Apezar d'esta apreciação indicativa de escriptor e espirito menos de ordinarios, e incapazes de alçarem-se até onde a desgraça ergue pelos cabellos as suas preas, D. Luiz de Athaide, no conceito de Venceslau, incutia a um tempo compaixão, respeito e assombro. Aterrava e commovia ouvil-o vociferar contra a raça de D. José I, e de repente levar as mãos aos olhos afogados em lagrimas, soluçando o nome de seu pae. Se alguem lhe lembrava que elle era proximo parente da familia real, e portanto devia cohibir-se de insultal-a no mais sensivel da honra, exasperava-se a termos de repellar-se por não poder inventar maneira de denegrir em si proprio as gotas de sangue real que lhe deshonravam as veias.

Tanto escogitou, porém, que descobriu facil processo de enxurdar quanto humanamente se podia a sua{21} progenie realenga. Foi assim. Encontrando, mezes depois, em Paris, no derradeiro escalão social, um vulto de mulher desfigurada pelo squalor do vicio, fêl-a sua esposa, com o intuito de a fazer mãe dos parentes da casa de Bragança. D'este caso tambem teve noticia José Liberato Freire de Carvalho, nas citadas Memorias.

Escreve elle: «... Mas como casou! Consta-me tambem que alli em Paris vascolejára as ultimas fezes da sociedade para encontrar uma mulher que fosse digna d'elle e que a achára. Reduzido na sua terra á infima sorte de um paria na India, quiz, no seu mesmo aviltamento, vêr se podia tambem aviltar, como elle dizia, algumas gotas de sangue que lhe circulassem no corpo, e fossem d'essas que animavam a familia real portugueza.»

Homem de tão singular e descommunal condição tinha direito a ser estudado e desenhado por quem tivesse vista d'alma que alcançasse o enorme desgraçado no fundo da sua voragem. Dos seus coevos e camaradas nenhum deu tento d'esse extraordinario martyr senão o ex-frade José Liberato, que nunca pôde desfazer-se de tres partes de máo frade com que fugiu aleijado do convento. O neto do brioso Tavora, o representante da opulenta familia, cujos bens haviam sido confiscados para a casa reinante, ou para a do valido que se pascia nas lagrimas, no sangue e no espolio dos degolados em Belem, emfim, aquella sublime e rancorosa desesperação de D. Luiz, que dava o ouro ganhado em azares do jogo para derruir o throno, e trajava andrajos para que{22} assim o vissem roubado nas ultimas mealhas de seu pae—tal homem assim maltrapido e crucificado no seu opprobio, figurou-se aos olhos de José Liberato o compendio «de todas as maldições humanas»!

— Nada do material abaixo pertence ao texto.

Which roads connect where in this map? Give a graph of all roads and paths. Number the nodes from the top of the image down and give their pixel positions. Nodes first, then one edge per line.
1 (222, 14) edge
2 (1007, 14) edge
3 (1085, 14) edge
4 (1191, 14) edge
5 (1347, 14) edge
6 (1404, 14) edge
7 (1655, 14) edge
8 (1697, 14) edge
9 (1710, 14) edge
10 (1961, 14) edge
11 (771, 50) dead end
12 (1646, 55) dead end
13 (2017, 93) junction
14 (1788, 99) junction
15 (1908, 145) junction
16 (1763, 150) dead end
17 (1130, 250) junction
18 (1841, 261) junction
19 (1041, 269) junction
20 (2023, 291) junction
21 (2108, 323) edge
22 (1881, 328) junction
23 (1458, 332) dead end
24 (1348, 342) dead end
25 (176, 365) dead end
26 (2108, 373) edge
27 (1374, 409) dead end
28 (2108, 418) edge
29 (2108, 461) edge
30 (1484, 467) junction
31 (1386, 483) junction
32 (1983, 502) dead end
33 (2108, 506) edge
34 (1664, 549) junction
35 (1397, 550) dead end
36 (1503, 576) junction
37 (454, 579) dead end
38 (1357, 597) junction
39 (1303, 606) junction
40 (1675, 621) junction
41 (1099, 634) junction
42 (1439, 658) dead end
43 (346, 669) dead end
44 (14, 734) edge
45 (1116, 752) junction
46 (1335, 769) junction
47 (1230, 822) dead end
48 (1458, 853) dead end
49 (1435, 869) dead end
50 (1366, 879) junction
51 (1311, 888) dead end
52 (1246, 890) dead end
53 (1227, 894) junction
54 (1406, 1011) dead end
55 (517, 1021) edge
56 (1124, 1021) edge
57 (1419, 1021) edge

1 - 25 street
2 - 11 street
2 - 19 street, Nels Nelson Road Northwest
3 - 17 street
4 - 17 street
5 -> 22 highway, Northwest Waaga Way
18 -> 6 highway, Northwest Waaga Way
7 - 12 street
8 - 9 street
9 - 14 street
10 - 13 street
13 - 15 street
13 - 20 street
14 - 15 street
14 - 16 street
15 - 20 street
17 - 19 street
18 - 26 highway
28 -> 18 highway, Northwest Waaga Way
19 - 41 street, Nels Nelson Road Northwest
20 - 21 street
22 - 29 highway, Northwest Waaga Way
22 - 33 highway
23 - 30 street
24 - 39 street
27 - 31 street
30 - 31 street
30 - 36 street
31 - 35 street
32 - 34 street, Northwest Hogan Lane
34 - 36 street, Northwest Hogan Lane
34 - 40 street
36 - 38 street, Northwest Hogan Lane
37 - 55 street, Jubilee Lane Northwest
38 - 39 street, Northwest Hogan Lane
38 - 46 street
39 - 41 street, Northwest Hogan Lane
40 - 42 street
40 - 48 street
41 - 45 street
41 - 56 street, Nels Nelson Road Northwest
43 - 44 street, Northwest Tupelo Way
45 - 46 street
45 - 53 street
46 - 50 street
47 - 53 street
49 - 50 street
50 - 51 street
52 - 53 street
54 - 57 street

Com interesse de respeitoso compungimento o via Venceslau Taveira, e o escutava nas apostrophes iracundas contra a dynastia de Bragança. Já decrepito, o solitario da charneca de Odivelas, recordava o neto dos Athouguias, e dizia que se a França houvesse tido um homem assim recaldeado em fraguas de tamanhas angustias—um tão extravagante complexo de soberba e aviltamento, de saudade maviosa e sevos odios—os mais grados litteratos o exalçariam diante do mundo, tornando-o interessante como historia, como philosophia, como moral, e até o poeta se não pejaria de ir procurar nas cavallariças de Massena esse neto de reis portuguezes, e vestil-o dos esplendores da poesia tragica, ao mesmo passo que o seu real parente, o principe D. João de Bragança, apenas vingaria ser dignamente cantado nas epopêas bordalengas de José Daniel.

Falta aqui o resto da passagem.